Saved entries
BEGIN

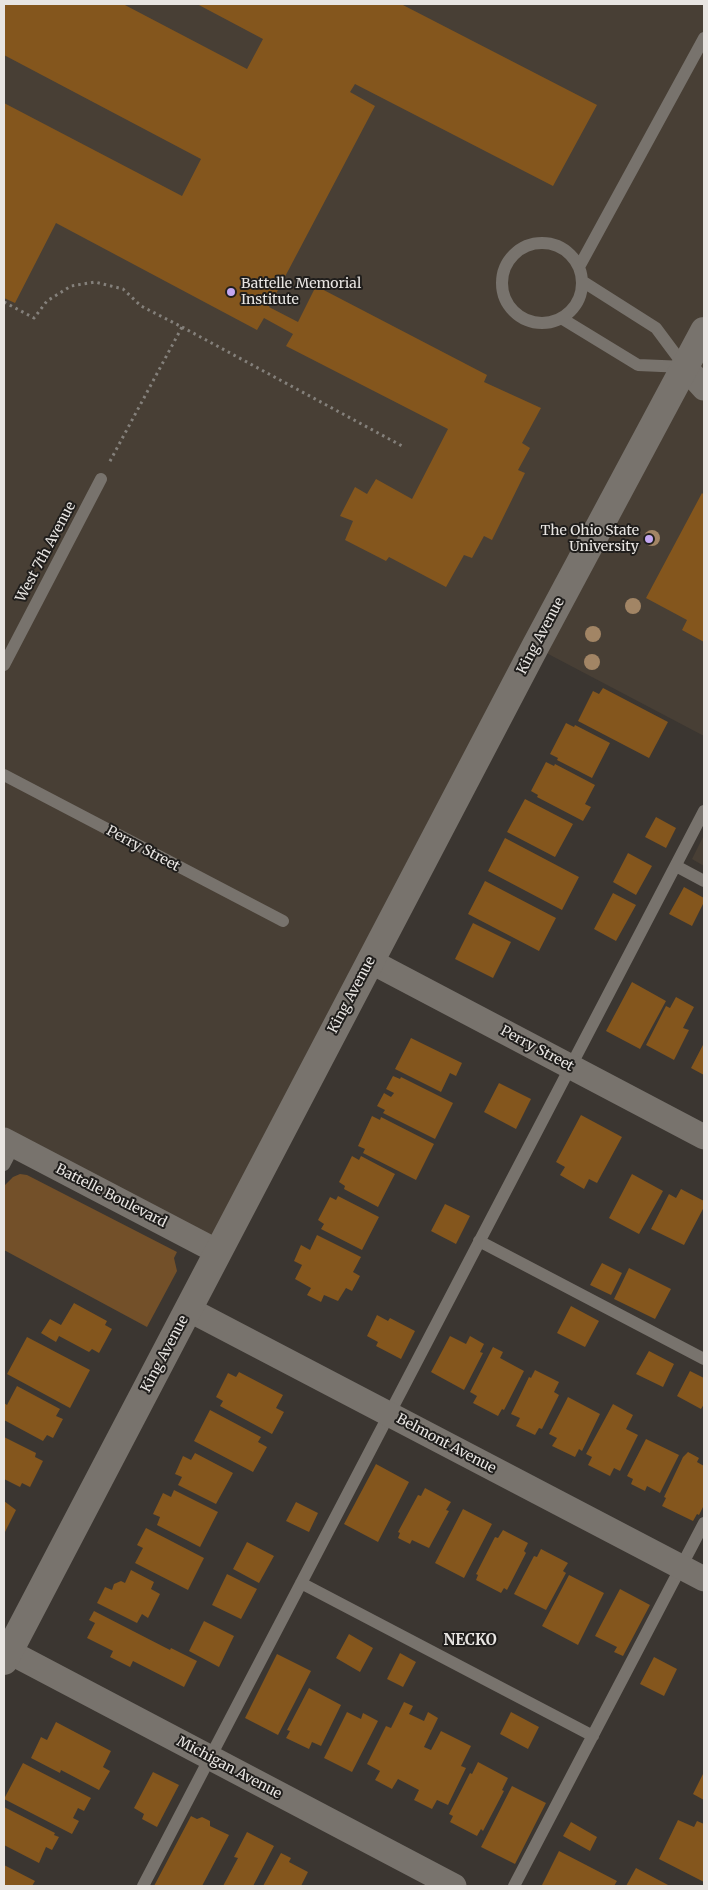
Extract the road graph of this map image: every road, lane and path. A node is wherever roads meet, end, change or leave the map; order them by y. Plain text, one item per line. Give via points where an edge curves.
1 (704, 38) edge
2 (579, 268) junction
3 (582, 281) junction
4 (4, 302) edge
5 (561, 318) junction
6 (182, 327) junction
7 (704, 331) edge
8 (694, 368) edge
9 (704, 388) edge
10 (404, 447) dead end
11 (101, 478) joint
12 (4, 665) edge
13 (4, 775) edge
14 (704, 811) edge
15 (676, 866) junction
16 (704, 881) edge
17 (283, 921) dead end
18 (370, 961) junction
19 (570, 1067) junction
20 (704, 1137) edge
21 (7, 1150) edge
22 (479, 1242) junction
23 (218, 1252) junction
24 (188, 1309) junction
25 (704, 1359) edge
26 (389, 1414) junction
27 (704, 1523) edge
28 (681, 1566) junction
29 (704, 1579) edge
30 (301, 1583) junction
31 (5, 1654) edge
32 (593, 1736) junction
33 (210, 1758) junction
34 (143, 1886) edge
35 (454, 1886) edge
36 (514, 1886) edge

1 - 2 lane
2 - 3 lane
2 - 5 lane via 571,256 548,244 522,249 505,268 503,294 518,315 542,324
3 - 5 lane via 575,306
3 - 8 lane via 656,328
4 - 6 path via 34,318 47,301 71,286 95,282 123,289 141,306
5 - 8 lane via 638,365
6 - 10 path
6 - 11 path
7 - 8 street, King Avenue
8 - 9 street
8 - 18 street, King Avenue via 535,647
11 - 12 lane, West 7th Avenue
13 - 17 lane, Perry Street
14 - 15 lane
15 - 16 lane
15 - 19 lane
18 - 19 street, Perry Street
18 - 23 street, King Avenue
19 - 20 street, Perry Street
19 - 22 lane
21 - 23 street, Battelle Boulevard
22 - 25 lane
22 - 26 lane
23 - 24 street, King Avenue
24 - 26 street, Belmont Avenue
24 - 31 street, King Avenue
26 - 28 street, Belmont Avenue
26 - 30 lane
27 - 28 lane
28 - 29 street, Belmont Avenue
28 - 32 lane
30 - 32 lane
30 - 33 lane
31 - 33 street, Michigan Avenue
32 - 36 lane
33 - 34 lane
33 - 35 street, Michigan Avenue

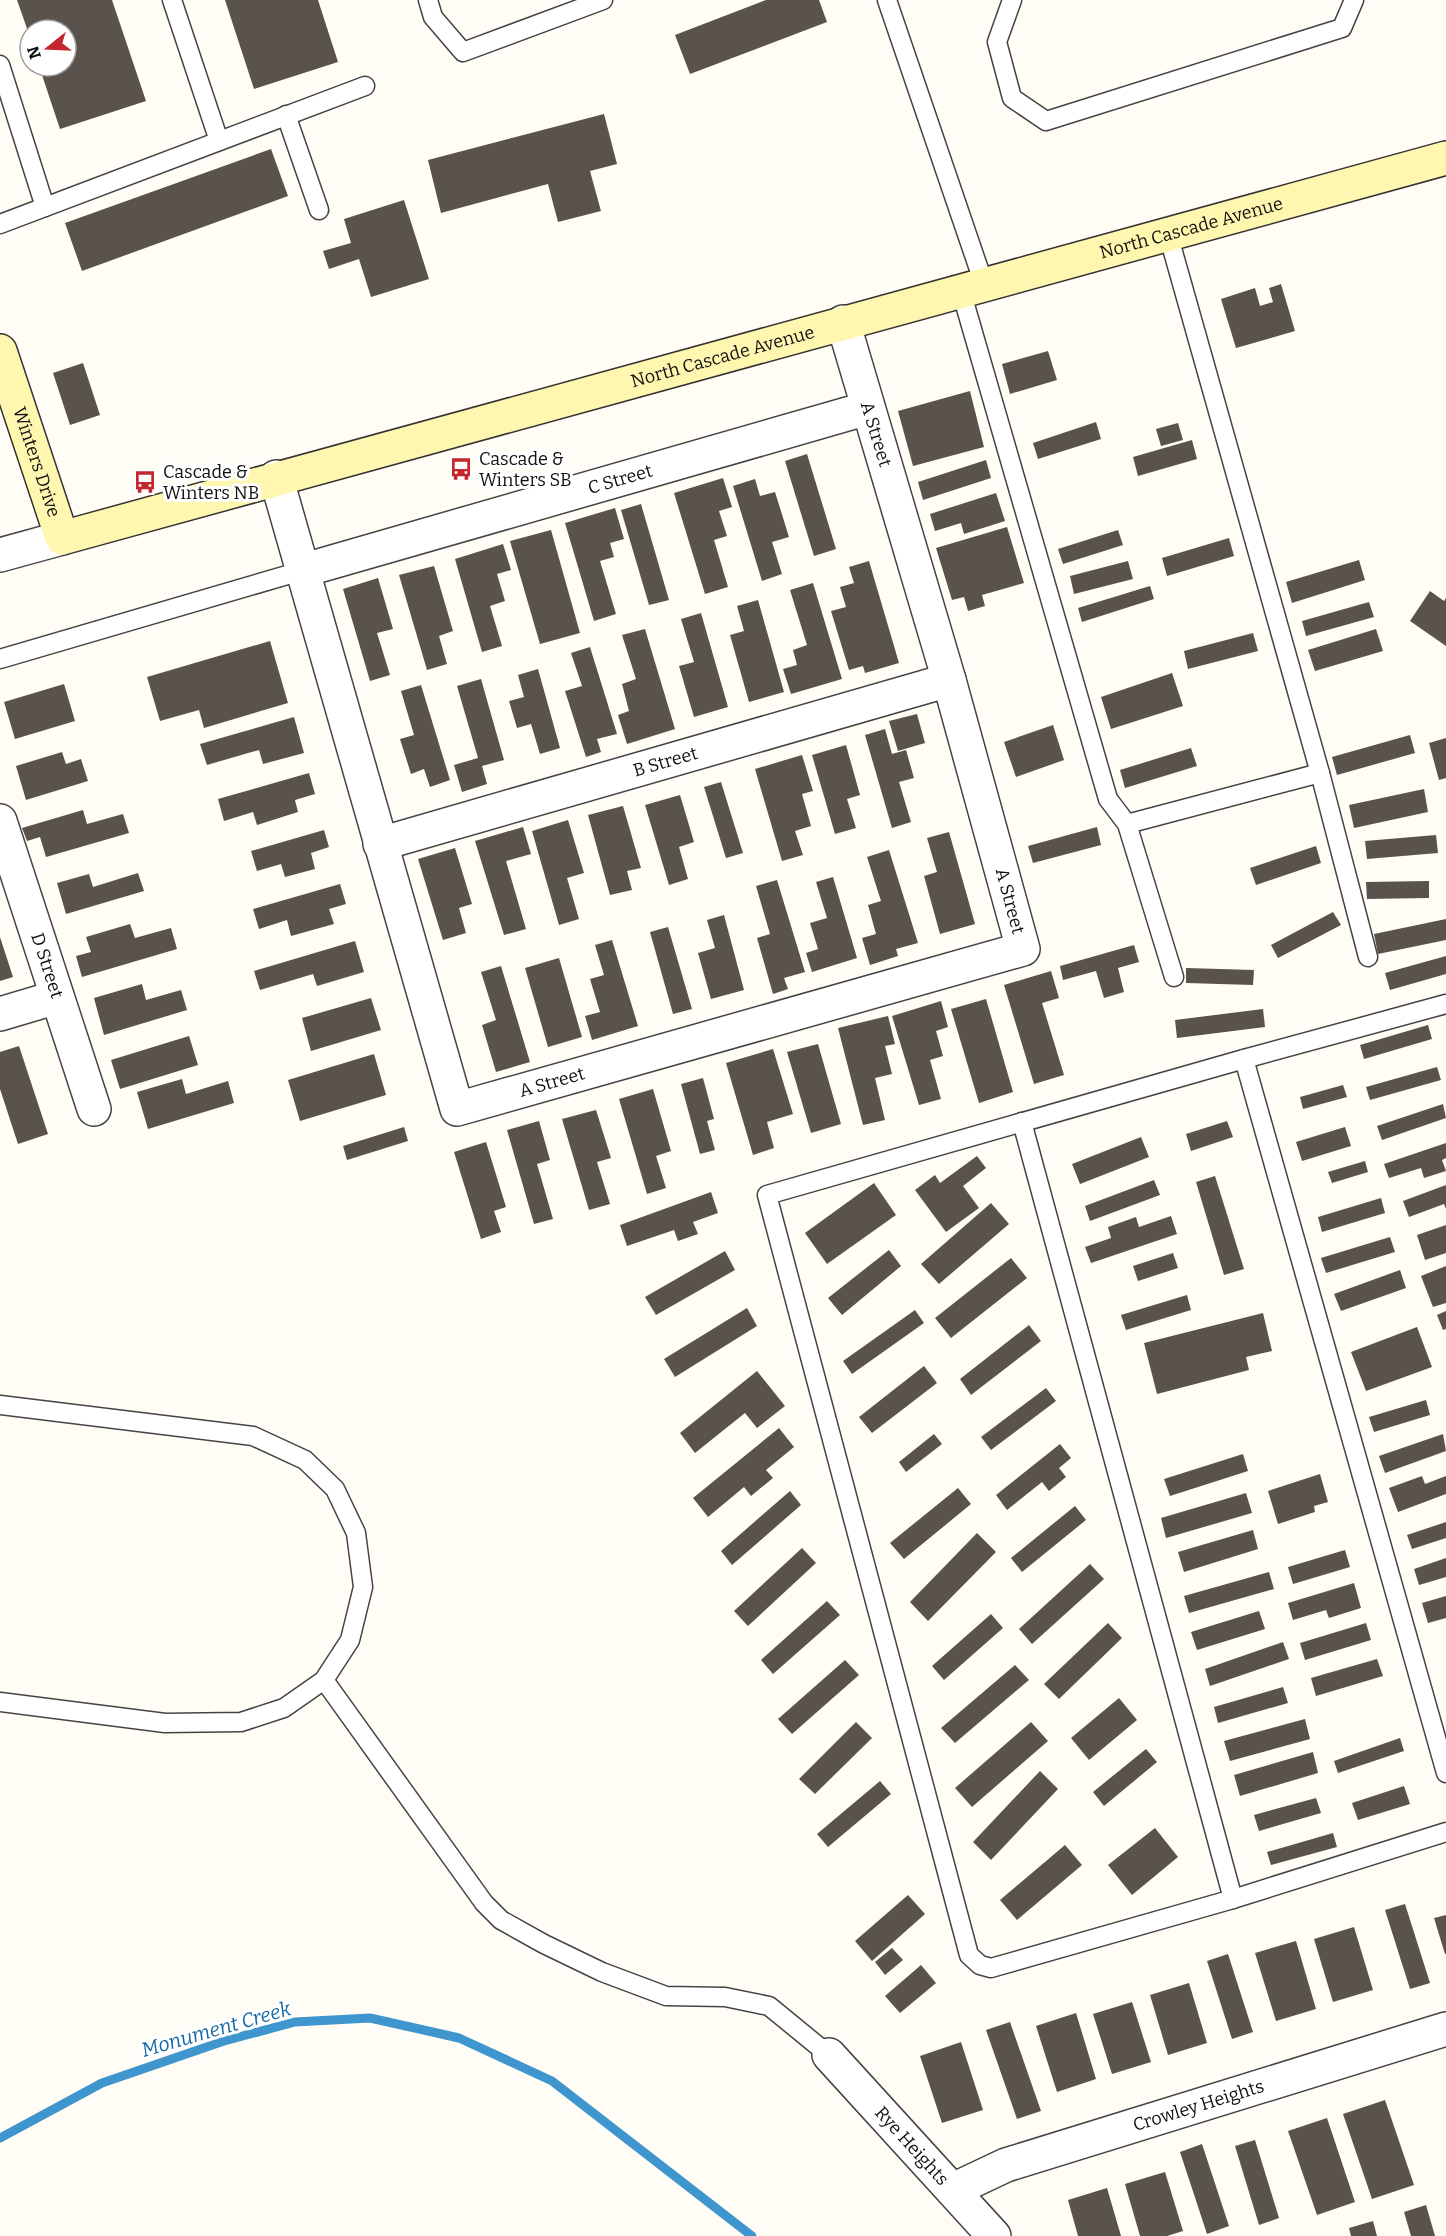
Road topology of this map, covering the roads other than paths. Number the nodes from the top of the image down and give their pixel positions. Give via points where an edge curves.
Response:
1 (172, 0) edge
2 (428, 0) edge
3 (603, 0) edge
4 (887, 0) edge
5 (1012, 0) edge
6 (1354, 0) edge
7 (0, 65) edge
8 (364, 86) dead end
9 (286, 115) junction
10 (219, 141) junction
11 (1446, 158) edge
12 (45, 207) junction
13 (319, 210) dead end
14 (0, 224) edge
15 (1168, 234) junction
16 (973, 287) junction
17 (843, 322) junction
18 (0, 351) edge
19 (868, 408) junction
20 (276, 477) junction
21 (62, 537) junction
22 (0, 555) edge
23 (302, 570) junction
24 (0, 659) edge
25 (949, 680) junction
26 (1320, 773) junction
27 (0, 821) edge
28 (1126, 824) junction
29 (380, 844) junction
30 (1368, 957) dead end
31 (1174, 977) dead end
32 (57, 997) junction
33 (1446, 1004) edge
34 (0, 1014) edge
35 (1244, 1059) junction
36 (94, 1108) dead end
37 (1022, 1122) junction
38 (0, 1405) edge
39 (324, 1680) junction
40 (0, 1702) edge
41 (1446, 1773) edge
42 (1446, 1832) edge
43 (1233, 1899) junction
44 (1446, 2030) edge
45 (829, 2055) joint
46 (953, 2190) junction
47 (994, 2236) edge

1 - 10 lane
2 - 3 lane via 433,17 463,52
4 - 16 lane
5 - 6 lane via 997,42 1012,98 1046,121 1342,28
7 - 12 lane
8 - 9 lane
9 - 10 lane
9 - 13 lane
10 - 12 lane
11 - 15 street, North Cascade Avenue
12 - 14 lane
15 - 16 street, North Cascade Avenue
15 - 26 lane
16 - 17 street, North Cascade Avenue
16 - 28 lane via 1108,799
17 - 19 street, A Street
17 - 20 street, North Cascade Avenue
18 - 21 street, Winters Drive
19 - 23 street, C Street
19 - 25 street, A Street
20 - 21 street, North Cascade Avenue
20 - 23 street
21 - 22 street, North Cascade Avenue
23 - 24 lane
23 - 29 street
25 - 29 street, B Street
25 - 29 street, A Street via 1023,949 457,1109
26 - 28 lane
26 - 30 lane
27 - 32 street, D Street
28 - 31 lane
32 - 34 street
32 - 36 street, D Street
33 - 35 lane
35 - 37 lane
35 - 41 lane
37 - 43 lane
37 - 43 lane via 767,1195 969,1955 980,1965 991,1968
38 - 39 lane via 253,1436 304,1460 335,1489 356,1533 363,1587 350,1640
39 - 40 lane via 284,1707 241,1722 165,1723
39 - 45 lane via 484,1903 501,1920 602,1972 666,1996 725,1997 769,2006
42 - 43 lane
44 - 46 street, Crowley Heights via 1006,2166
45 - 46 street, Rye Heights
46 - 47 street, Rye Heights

END

Prompt
Your answer should reproduce every line of the data verbatim and include no images.

Response to the exercise
Extract the road graph of this map image: every road, lane and path. A node is wherever roads meet, end, change or leave the map; order them by y. Plain text, one item per line. Give via points where an edge curves.
1 (704, 38) edge
2 (579, 268) junction
3 (582, 281) junction
4 (4, 302) edge
5 (561, 318) junction
6 (182, 327) junction
7 (704, 331) edge
8 (694, 368) edge
9 (704, 388) edge
10 (404, 447) dead end
11 (101, 478) joint
12 (4, 665) edge
13 (4, 775) edge
14 (704, 811) edge
15 (676, 866) junction
16 (704, 881) edge
17 (283, 921) dead end
18 (370, 961) junction
19 (570, 1067) junction
20 (704, 1137) edge
21 (7, 1150) edge
22 (479, 1242) junction
23 (218, 1252) junction
24 (188, 1309) junction
25 (704, 1359) edge
26 (389, 1414) junction
27 (704, 1523) edge
28 (681, 1566) junction
29 (704, 1579) edge
30 (301, 1583) junction
31 (5, 1654) edge
32 (593, 1736) junction
33 (210, 1758) junction
34 (143, 1886) edge
35 (454, 1886) edge
36 (514, 1886) edge

1 - 2 lane
2 - 3 lane
2 - 5 lane via 571,256 548,244 522,249 505,268 503,294 518,315 542,324
3 - 5 lane via 575,306
3 - 8 lane via 656,328
4 - 6 path via 34,318 47,301 71,286 95,282 123,289 141,306
5 - 8 lane via 638,365
6 - 10 path
6 - 11 path
7 - 8 street, King Avenue
8 - 9 street
8 - 18 street, King Avenue via 535,647
11 - 12 lane, West 7th Avenue
13 - 17 lane, Perry Street
14 - 15 lane
15 - 16 lane
15 - 19 lane
18 - 19 street, Perry Street
18 - 23 street, King Avenue
19 - 20 street, Perry Street
19 - 22 lane
21 - 23 street, Battelle Boulevard
22 - 25 lane
22 - 26 lane
23 - 24 street, King Avenue
24 - 26 street, Belmont Avenue
24 - 31 street, King Avenue
26 - 28 street, Belmont Avenue
26 - 30 lane
27 - 28 lane
28 - 29 street, Belmont Avenue
28 - 32 lane
30 - 32 lane
30 - 33 lane
31 - 33 street, Michigan Avenue
32 - 36 lane
33 - 34 lane
33 - 35 street, Michigan Avenue

Road topology of this map, covering the roads other than paths. Number the nodes from the top of the image down and give their pixel positions. Give via points where an edge curves.
Response:
1 (172, 0) edge
2 (428, 0) edge
3 (603, 0) edge
4 (887, 0) edge
5 (1012, 0) edge
6 (1354, 0) edge
7 (0, 65) edge
8 (364, 86) dead end
9 (286, 115) junction
10 (219, 141) junction
11 (1446, 158) edge
12 (45, 207) junction
13 (319, 210) dead end
14 (0, 224) edge
15 (1168, 234) junction
16 (973, 287) junction
17 (843, 322) junction
18 (0, 351) edge
19 (868, 408) junction
20 (276, 477) junction
21 (62, 537) junction
22 (0, 555) edge
23 (302, 570) junction
24 (0, 659) edge
25 (949, 680) junction
26 (1320, 773) junction
27 (0, 821) edge
28 (1126, 824) junction
29 (380, 844) junction
30 (1368, 957) dead end
31 (1174, 977) dead end
32 (57, 997) junction
33 (1446, 1004) edge
34 (0, 1014) edge
35 (1244, 1059) junction
36 (94, 1108) dead end
37 (1022, 1122) junction
38 (0, 1405) edge
39 (324, 1680) junction
40 (0, 1702) edge
41 (1446, 1773) edge
42 (1446, 1832) edge
43 (1233, 1899) junction
44 (1446, 2030) edge
45 (829, 2055) joint
46 (953, 2190) junction
47 (994, 2236) edge

1 - 10 lane
2 - 3 lane via 433,17 463,52
4 - 16 lane
5 - 6 lane via 997,42 1012,98 1046,121 1342,28
7 - 12 lane
8 - 9 lane
9 - 10 lane
9 - 13 lane
10 - 12 lane
11 - 15 street, North Cascade Avenue
12 - 14 lane
15 - 16 street, North Cascade Avenue
15 - 26 lane
16 - 17 street, North Cascade Avenue
16 - 28 lane via 1108,799
17 - 19 street, A Street
17 - 20 street, North Cascade Avenue
18 - 21 street, Winters Drive
19 - 23 street, C Street
19 - 25 street, A Street
20 - 21 street, North Cascade Avenue
20 - 23 street
21 - 22 street, North Cascade Avenue
23 - 24 lane
23 - 29 street
25 - 29 street, B Street
25 - 29 street, A Street via 1023,949 457,1109
26 - 28 lane
26 - 30 lane
27 - 32 street, D Street
28 - 31 lane
32 - 34 street
32 - 36 street, D Street
33 - 35 lane
35 - 37 lane
35 - 41 lane
37 - 43 lane
37 - 43 lane via 767,1195 969,1955 980,1965 991,1968
38 - 39 lane via 253,1436 304,1460 335,1489 356,1533 363,1587 350,1640
39 - 40 lane via 284,1707 241,1722 165,1723
39 - 45 lane via 484,1903 501,1920 602,1972 666,1996 725,1997 769,2006
42 - 43 lane
44 - 46 street, Crowley Heights via 1006,2166
45 - 46 street, Rye Heights
46 - 47 street, Rye Heights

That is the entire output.